Dopo l’impatto mediatico, anche in Italia, della protesta di Greta Thumberg, si aprono diverse strade. Paradossalmente, il post-Greta appare più forte e longevo se togliamo dalla scacchiera proprio il ritratto dell’attivista coraggiosa. Non si tratta soltanto di scongiurare i rischi connessi a idoli “fallibili”, come è successo per Asia Argento con il movimento #metoo. È soprattutto una questione legata alla responsabilità: continuare a legare la narrazione ecologista alla 16enne svedese significherebbe attribuirle responsabilità che, invece, dovremmo abbracciare tutti… – La riflessione di Ilenia Zodiaco

Il volto di Greta Thumberg – sedicenne attivista svedese che ha scatenato l’ondata di proteste studentesche (e non) Fridays for Future – ci è ormai familiare così come i motivi della sua rabbia. 

Dall’agosto del 2018, ogni venerdì, Greta ha iniziato a manifestare davanti al Parlamento del suo Paese, contro l’inefficacia e la mollezza della politica nei confronti dell’emergenza climatica. La sua determinazione ha attirato l’attenzione dei media e ben presto è diventata un simbolo, specialmente dopo il discorso tenuto alla COP24 in Polonia che ha fatto il giro del mondo.

Da quando Greta è stata posta su un piedistallo mediatico, riuscendo a catalizzare le energie degli ambientalisti di tutto il mondo, è anche di contrappasso finita sotto al microscopio della critica, come tutti i leader. In maniera paternalistica è stata derisa la sua giovane età, enfatizzata dalle due trecce che la caratterizzano, e successivamente il suo essere affetta da autismo. 

C’è chi invece legittimamente si è concentrato sui contenuti, come ha fatto Francesco Costa, vicedirettore de Il Post, che ha criticato i bersagli della sua protesta, a suo dire sbagliati, ovvero i governi occidentali. Perché invece oggi i maggiori responsabili del riscaldamento globale sono i paesi in via di sviluppo, gli stessi che storicamente si sono quasi sempre mostrati ostili a tutte le condizioni raggiunte durante le conferenze sul clima (da Kyoto a Parigi).

Prendiamo il caso della Cina: in qualche decennio ha tirato fuori dalla povertà centinaia di milioni di persone, attraverso politiche aggressive di industrializzazione che non sarebbero mai state approvate dall’ambientalismo contemporaneo che, per motivi ovvi, rende più costoso, lento e selettivo lo sviluppo, mettendo a rischio l’economia delle aree più svantaggiate del mondo. 
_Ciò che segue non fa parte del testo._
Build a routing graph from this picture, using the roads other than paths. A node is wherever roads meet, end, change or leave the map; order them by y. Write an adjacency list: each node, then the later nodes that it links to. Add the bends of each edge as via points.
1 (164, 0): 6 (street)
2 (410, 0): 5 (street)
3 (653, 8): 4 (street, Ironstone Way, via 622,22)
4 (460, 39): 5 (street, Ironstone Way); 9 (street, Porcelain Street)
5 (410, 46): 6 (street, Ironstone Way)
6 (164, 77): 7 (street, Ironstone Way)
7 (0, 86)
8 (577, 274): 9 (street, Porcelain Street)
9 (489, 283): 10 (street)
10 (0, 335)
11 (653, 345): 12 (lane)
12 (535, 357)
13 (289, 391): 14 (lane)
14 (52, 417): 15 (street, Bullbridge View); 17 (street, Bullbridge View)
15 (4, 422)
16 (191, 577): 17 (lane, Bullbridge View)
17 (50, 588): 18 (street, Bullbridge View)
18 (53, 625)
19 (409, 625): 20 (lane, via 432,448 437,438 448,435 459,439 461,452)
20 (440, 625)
Esistono dei forti conflitti per il controllo delle risorse che rendono i vincoli ambientali transnazionali difficili da accettare per alcuni paesi, al di là dell’avido capitalismo occidentale. Ecco perché alcuni ritengono la protesta di Greta poco “pragmatica” o comunque di portata limitata visto che le sue richieste sono rivolte per lo più al primo mondo. La terra, secondo Greta, “viene sacrificata per dare la possibilità a una piccola cerchia di persone di continuare ad accumulare un’enorme quantità di profitti (…) per far sì che le persone ricche in Paesi come il mio possano vivere nel lusso”.

In realtà, anche se si deve far fronte al fatto che chiedere un rallentamento alle nazioni in via di sviluppo potrebbe essere problematico oltre che poco etico, la politica occidentale rimane ancora il miglior interlocutore perché ha più peso nelle trattative per stabilire patti intergovernativi, più che mai necessari in una situazione di squilibrio. Per altro se i paesi sviluppati a oggi producono meno inquinamento rispetto ad altri è perché in parte questo inquinamento è stato “appaltato” grazie alla delocalizzazione industriale e allo smaltimento dei rifiuti all’estero. 
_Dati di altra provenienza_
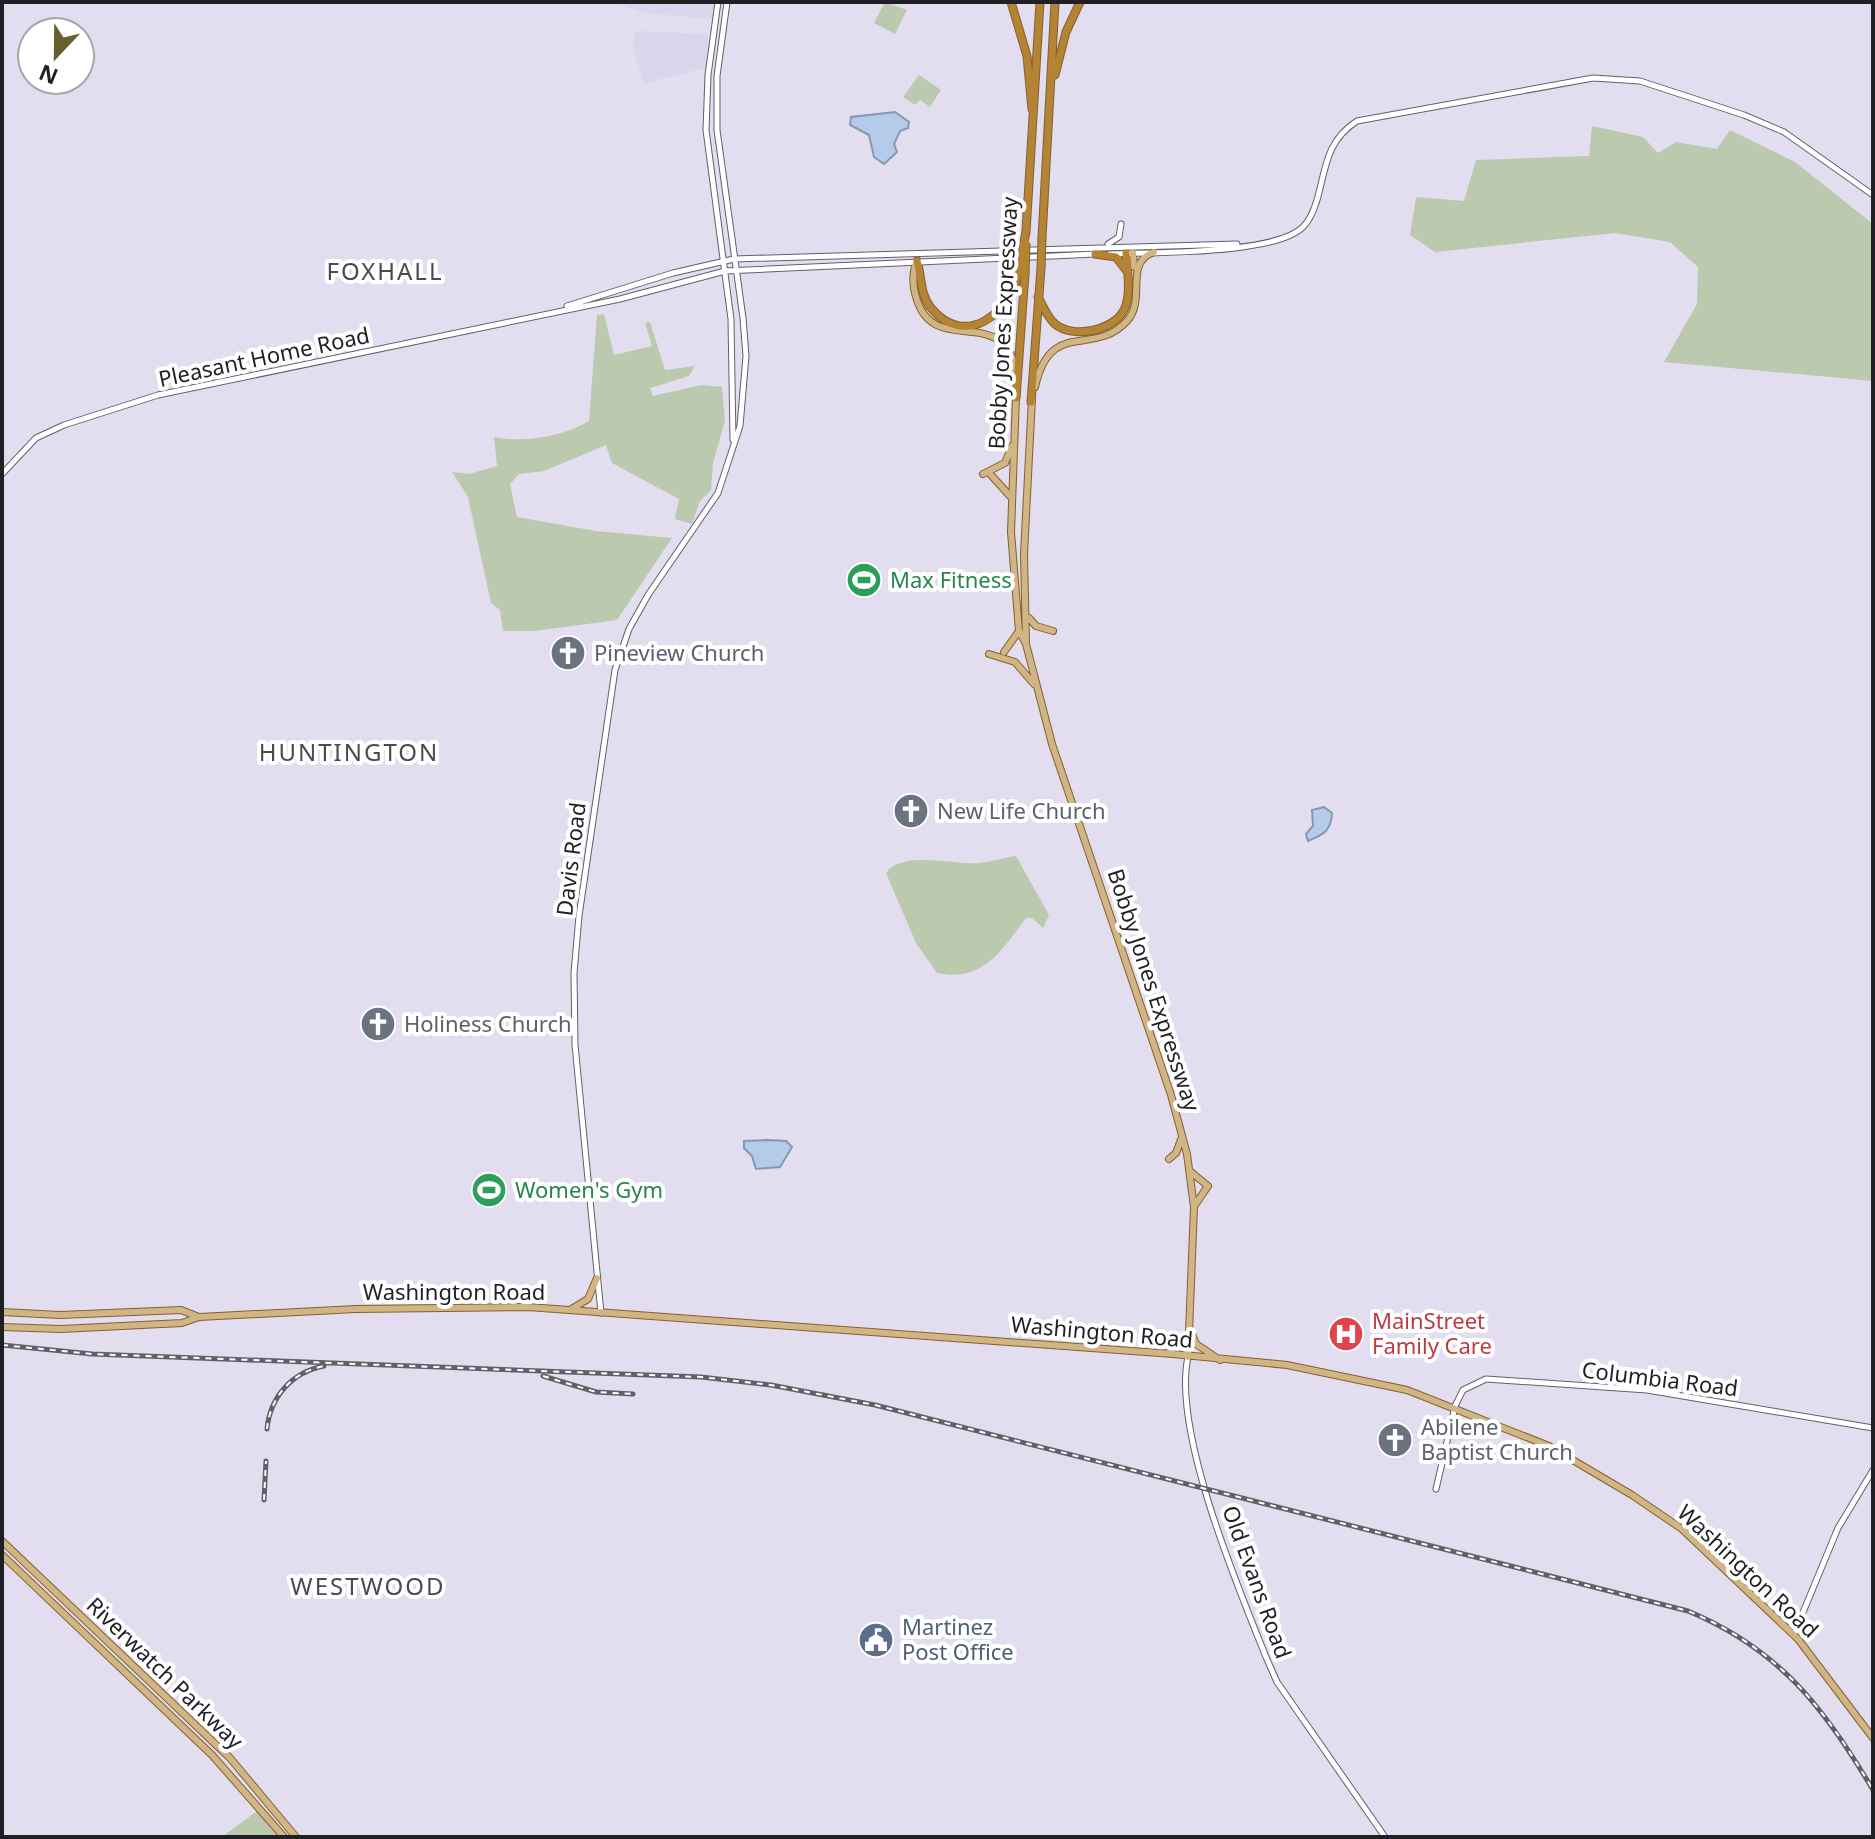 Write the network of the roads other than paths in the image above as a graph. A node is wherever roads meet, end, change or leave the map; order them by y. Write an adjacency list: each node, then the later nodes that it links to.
1 (718, 2): 7 (main road, Davis Road)
2 (727, 2): 8 (main road, Davis Road)
3 (1011, 2): 10 (highway)
4 (1040, 2): 10 (highway, Bobby Jones Expressway)
5 (1055, 2): 9 (highway, Bobby Jones Expressway)
6 (1080, 2): 9 (highway)
7 (715, 22): 8 (main road); 19 (main road, Davis Road)
8 (723, 24): 18 (main road, Davis Road)
9 (1051, 94): 24 (highway, Bobby Jones Expressway, bridge)
10 (1033, 121): 22 (highway, Bobby Jones Expressway, bridge)
11 (1873, 195): 13 (main road)
12 (1121, 224): 15 (main road)
13 (1244, 245): 14 (main road); 16 (main road)
14 (1130, 249): 15 (main road); 16 (main road); 23 (highway); 26 (main road)
15 (1093, 250): 17 (main road); 23 (highway)
16 (1154, 252): 26 (main road)
17 (917, 256): 18 (main road, Pleasant Home Road); 20 (main road, Pleasant Home Road); 22 (highway); 27 (main road)
18 (734, 259): 19 (main road, Pleasant Home Road); 20 (main road, Davis Road)
19 (723, 261): 21 (main road, Davis Road); 25 (main road, Pleasant Home Road)
20 (737, 270): 21 (main road, Pleasant Home Road); 30 (main road, Davis Road)
21 (725, 271): 25 (main road, Pleasant Home Road); 30 (main road, Davis Road)
22 (1021, 274): 27 (highway, Bobby Jones Expressway)
23 (1127, 274): 24 (highway)
24 (1038, 297): 28 (highway, Bobby Jones Expressway)
25 (551, 312): 31 (main road, Pleasant Home Road)
26 (1127, 321): 28 (main road)
27 (1016, 398): 29 (main road, Bobby Jones Expressway)
28 (1031, 402): 35 (main road, Bobby Jones Expressway)
29 (1015, 439): 32 (main road); 34 (main road, Bobby Jones Expressway)
30 (733, 441): 46 (main road, Davis Road)
31 (2, 474)
32 (983, 474)
33 (991, 475): 34 (main road)
34 (1011, 498): 36 (main road, Bobby Jones Expressway)
35 (1027, 614): 37 (main road); 38 (main road, Bobby Jones Expressway)
36 (1019, 631): 38 (main road, Bobby Jones Expressway); 39 (main road)
37 (1053, 631)
38 (1026, 644): 41 (main road, Bobby Jones Expressway)
39 (1004, 652)
40 (989, 654): 41 (main road)
41 (1036, 687): 42 (main road, Bobby Jones Expressway)
42 (1182, 1137): 43 (main road); 44 (main road, Bobby Jones Expressway)
43 (1169, 1159)
44 (1189, 1169): 45 (main road, Bobby Jones Expressway); 45 (main road)
45 (1194, 1207): 51 (main road, Bobby Jones Expressway)
46 (597, 1278): 47 (main road); 49 (main road, Davis Road)
47 (569, 1311): 49 (main road, Washington Road); 50 (main road, Washington Road)
48 (2, 1312): 50 (main road, Washington Road)
49 (601, 1313): 53 (main road, Washington Road)
50 (199, 1317): 52 (main road, Washington Road)
51 (1189, 1325): 53 (main road); 54 (main road, Bobby Jones Expressway); 55 (main road)
52 (2, 1327)
53 (1167, 1353): 54 (main road, Washington Road)
54 (1188, 1357): 55 (main road, Washington Road); 66 (main road, Old Evans Road)
55 (1221, 1361): 56 (main road, Washington Road)
56 (1455, 1406): 57 (main road, Columbia Road); 59 (main road); 62 (main road, Washington Road)
57 (1873, 1428)
58 (1872, 1474): 62 (main road)
59 (1436, 1489)
60 (2, 1541): 65 (main road, Riverwatch Parkway)
61 (2, 1555): 64 (main road, Riverwatch Parkway)
62 (1794, 1634): 63 (main road, Washington Road)
63 (1873, 1738)
64 (284, 1837)
65 (296, 1837)
66 (1385, 1837)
Inoltre, se è vero che la maggior parte dei politici hanno effettivamente agito a favore dell’ambiente nonostante il disinteresse dell’opinione pubblica, è stato comunque insufficiente. E proprio per questo motivo alzare la voce e pretendere credito e credibilità popolare è più che mai importante. 

Dopo il terremoto Greta, però, si aprono diverse strade. Paradossalmente, il post-Greta appare più forte e longevo se togliamo dalla scacchiera proprio il ritratto dell’attivista coraggiosa. Perseverare nell’assegnare all’operato di uno il successo di un progetto è ingiusto, oltre che potenzialmente dannoso. La cultura individualista continua a proporci degli eroi da seguire ma proprio dall’ambientalismo (con la sua dose di anticapitalismo e cooperativismo) dovremmo aspettarci di più, dovremmo essere in grado di vedere una leadership diversa, più diffusa, internazionale e organizzata.

Non si tratta soltanto di scongiurare i rischi connessi a idoli “fallibili” come è successo per Asia Argento con il movimento #metoo. È soprattutto una questione legata alla responsabilità: più che mai oggi si tende a cercare soluzioni private e individuali a questioni più grandi che richiedono collaborazioni di lungo corso e cambiamenti drastici. Continuare a legare la narrazione ecologista a Greta significherebbe attribuirle responsabilità che invece dovremmo abbracciare tutti. 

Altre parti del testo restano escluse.